The biological system underlying human life is only partially observable and not fully characterized. Many of the governing parameters, rates of damage accumulation, repair capacity, system redundancy, and control limits, are not directly measurable and must be inferred through observation and intervention.

Let $x ( t )$ represent the true biological state and $\hat{x} t$ its estimated state derived from observable biomarkers. Then:

\hat{x} ( t ) \approx x ( t )

Interventions $u ( t )$ (e.g., diet, pharmacology, sleep, and behavioral changes) are applied to influence system dynamics. The organism can be modeled as a controlled dynamical system with the objective of minimizing deviation from a viable state $x *$ :

e ( t ) = x ( t ) – x^{\star}

u ( t ) = – K e ( t )

where K represents the control policy derived from empirical observation.

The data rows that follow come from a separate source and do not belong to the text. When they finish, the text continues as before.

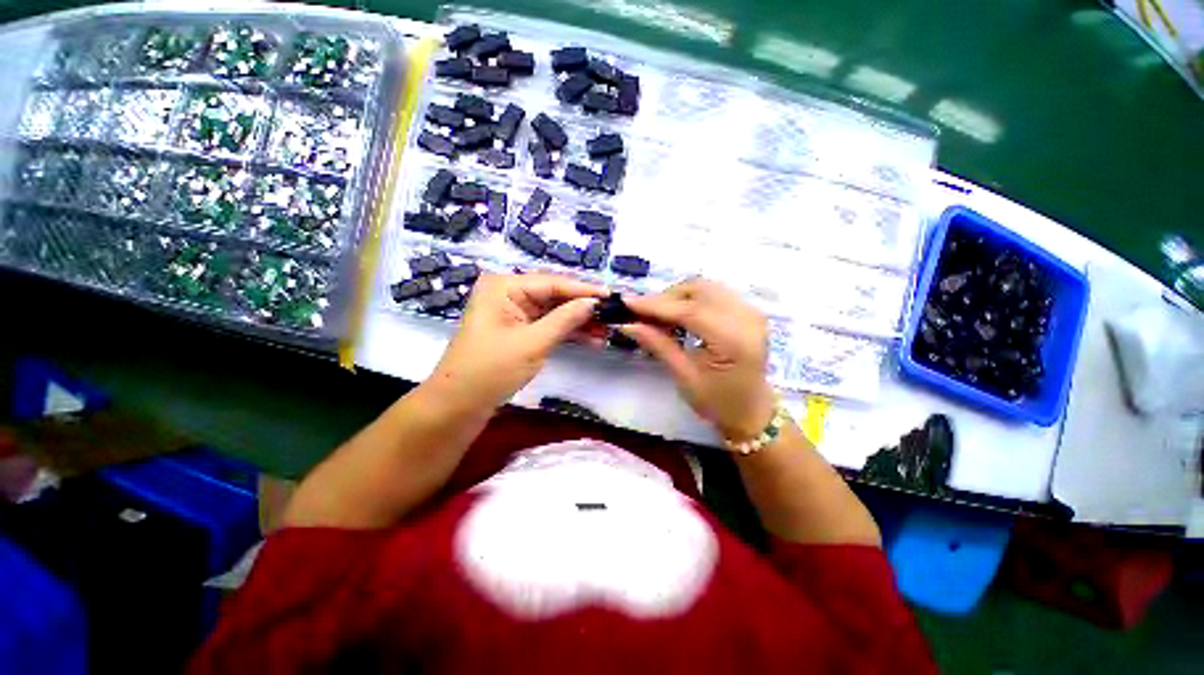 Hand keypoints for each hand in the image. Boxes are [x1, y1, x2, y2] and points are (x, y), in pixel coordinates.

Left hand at [428, 272, 607, 411]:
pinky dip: (563, 332)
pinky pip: (542, 325)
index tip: (614, 295)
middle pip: (552, 294)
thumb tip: (594, 302)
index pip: (551, 282)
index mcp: (503, 286)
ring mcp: (507, 313)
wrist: (457, 404)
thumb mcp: (532, 344)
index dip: (584, 290)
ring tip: (608, 331)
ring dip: (576, 322)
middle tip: (615, 315)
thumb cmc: (490, 370)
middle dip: (582, 306)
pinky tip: (589, 339)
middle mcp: (505, 293)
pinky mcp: (511, 332)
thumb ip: (565, 320)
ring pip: (550, 311)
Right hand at [621, 278, 776, 440]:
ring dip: (680, 295)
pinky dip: (695, 298)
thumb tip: (629, 324)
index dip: (657, 304)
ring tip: (659, 314)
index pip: (691, 310)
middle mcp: (747, 318)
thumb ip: (660, 346)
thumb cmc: (719, 403)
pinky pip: (717, 293)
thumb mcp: (686, 378)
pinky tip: (681, 314)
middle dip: (667, 297)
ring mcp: (752, 312)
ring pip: (708, 287)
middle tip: (642, 312)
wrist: (752, 410)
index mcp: (733, 340)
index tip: (627, 302)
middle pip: (700, 290)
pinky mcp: (750, 311)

At a higher level, the system can be described as solving a constrained optimization problem:

$\underset{u ( t )}{min} \frac{d S}{d t}$ subject to biological, energetic, and informational constraints

The feasible set of interventions can be defined as:

F = { u ( t ) \mid \text{system remains stable and viable} }

Empirical longevity experiments like those in the Blueprint project can therefore be interpreted as attempts to map this feasible region $F$ , identifying the limits of repair capacity, the minimum achievable rate of entropy production, and the constraints under which system stability can be maintained. In this framework, the extension of lifespan is not solely an optimization problem, but a problem of constraint discovery.

Each intervention provides information about the underlying structure of the system, refining estimates of controllability, observability, and the boundary conditions of immortality.